Fitre sadakası, Ramazân ayının sonuna yetişen ve temel ihtiyaçlarından başka en az nisâb miktarı bir mala sâhib bulunan her Müslümân için verilmesi vâcib olan bir sadakadır. Fıtır sadakası, buğdaydan yarım sâ’; hurma, kuru üzüm ve arpadan bir sâ’ verilir. (1 sa’: 1040 dirhem ki o da yaklaşık 3120 grama karşılık gelir.) Fıtır sadakası, sevâb için verilen yaratılış ikrâmı demektir. Bu bir yardımlaşmadır, orucun kabûlüne ve can çekişme ile kabir azâbından kurtuluşa bir yoldur. Yoksulların ihtiyaçlarını gidermeye, bayrâm gününün sevincine katılmalarına bir yardımdır. Bu yönü ile fitre sadakası, insanlık için bir hayır ve bir görevdir. Fitre sadakası, bayramdan önce verilirse fakîrler bayrâmlık ihtiyaçlarını gidermiş olurlar.
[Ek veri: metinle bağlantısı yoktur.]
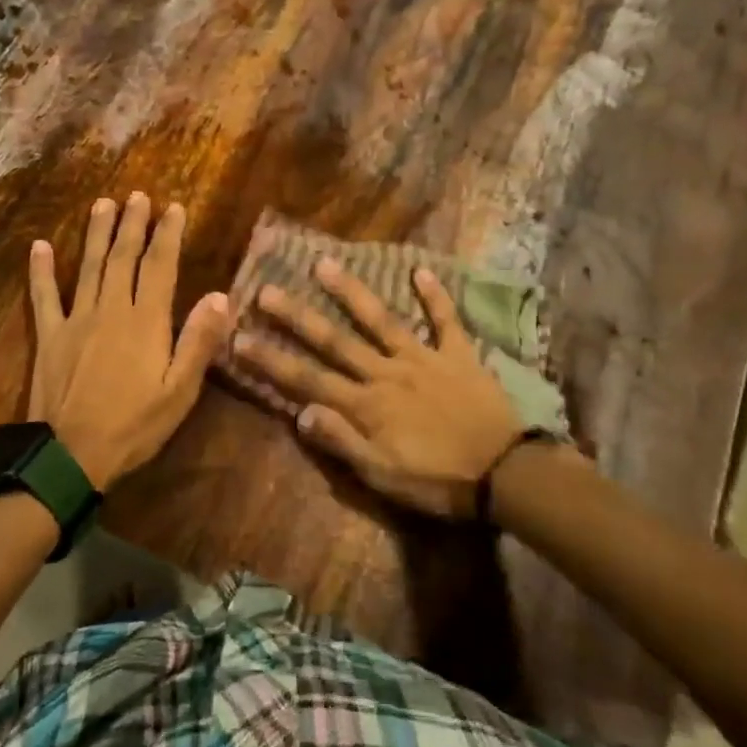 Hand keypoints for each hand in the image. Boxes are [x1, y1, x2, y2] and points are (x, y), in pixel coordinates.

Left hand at [28, 192, 229, 489]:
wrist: (71, 455)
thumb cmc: (134, 426)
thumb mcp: (180, 391)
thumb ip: (199, 342)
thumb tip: (221, 296)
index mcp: (146, 322)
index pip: (160, 266)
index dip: (168, 235)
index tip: (174, 208)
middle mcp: (111, 310)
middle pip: (123, 257)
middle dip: (132, 224)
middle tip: (137, 196)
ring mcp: (76, 320)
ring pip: (88, 267)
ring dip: (96, 234)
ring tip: (102, 204)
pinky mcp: (49, 336)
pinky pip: (43, 296)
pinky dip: (40, 271)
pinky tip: (39, 246)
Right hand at [232, 259, 522, 519]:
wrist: (506, 475)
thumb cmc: (439, 481)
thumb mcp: (383, 476)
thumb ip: (342, 442)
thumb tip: (300, 413)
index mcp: (366, 405)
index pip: (308, 379)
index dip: (272, 359)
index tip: (240, 337)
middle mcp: (386, 373)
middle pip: (335, 340)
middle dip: (297, 316)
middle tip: (267, 289)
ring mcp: (423, 359)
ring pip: (380, 320)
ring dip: (351, 292)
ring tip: (324, 264)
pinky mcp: (458, 355)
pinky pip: (445, 321)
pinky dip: (434, 296)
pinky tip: (420, 271)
Bayramdan sonraya bırakılması ile bu sadaka düşmez, kaza edilmesi gerekir.
Bir kimse, kendi zevcesinin ve akıl sağlığı yerinde büyük evlâdının fitre sadakasını vermekle yükümlü olmaz. Çünkü bunlardan herbiri kendi başına tasarruf hakkına sâhib mükellef kimselerdir. Onun için bunlardan her biri nisâb miktarı mala sâhib ise zekâtını kendi malından vereceği gibi, fitre sadakasını da kendi malından vermekle yükümlüdür.
Aynı zamânda sadakalarda bir ibâdet mânası vardır. Koca, zevcesine âid bir ibâdet görevini yüklenmek için evlenmemiştir. Ramazân’da bir özür sebebiyle oruç tutamayan kimseye de fitre sadakasını vermek vâcibdir. (Hasta, yolcu ve takatsiz kalmış ihtiyar gibi…) Fitre sadakası, zekât gibi niyet edilerek fakîrlerin mülküne geçirilir. Yemek ikrâmı şeklinde verilemez. Bu niyet, malı ayırırken yapılabileceği gibi, fakîre verirken de yapılabilir. Ancak fakîre bunu verirken fitre olduğunu söylemek gerekmez. Ayrıca fitre sadakası, yükümlünün bulunduğu yerdeki fakîrlere verilmelidir. Başka yerlere gönderilmesi mekrûhtur. (Ancak kişi, bulunduğu yerde verecek fakîr bulamıyorsa başka yere göndermesi mekrûh değildir.)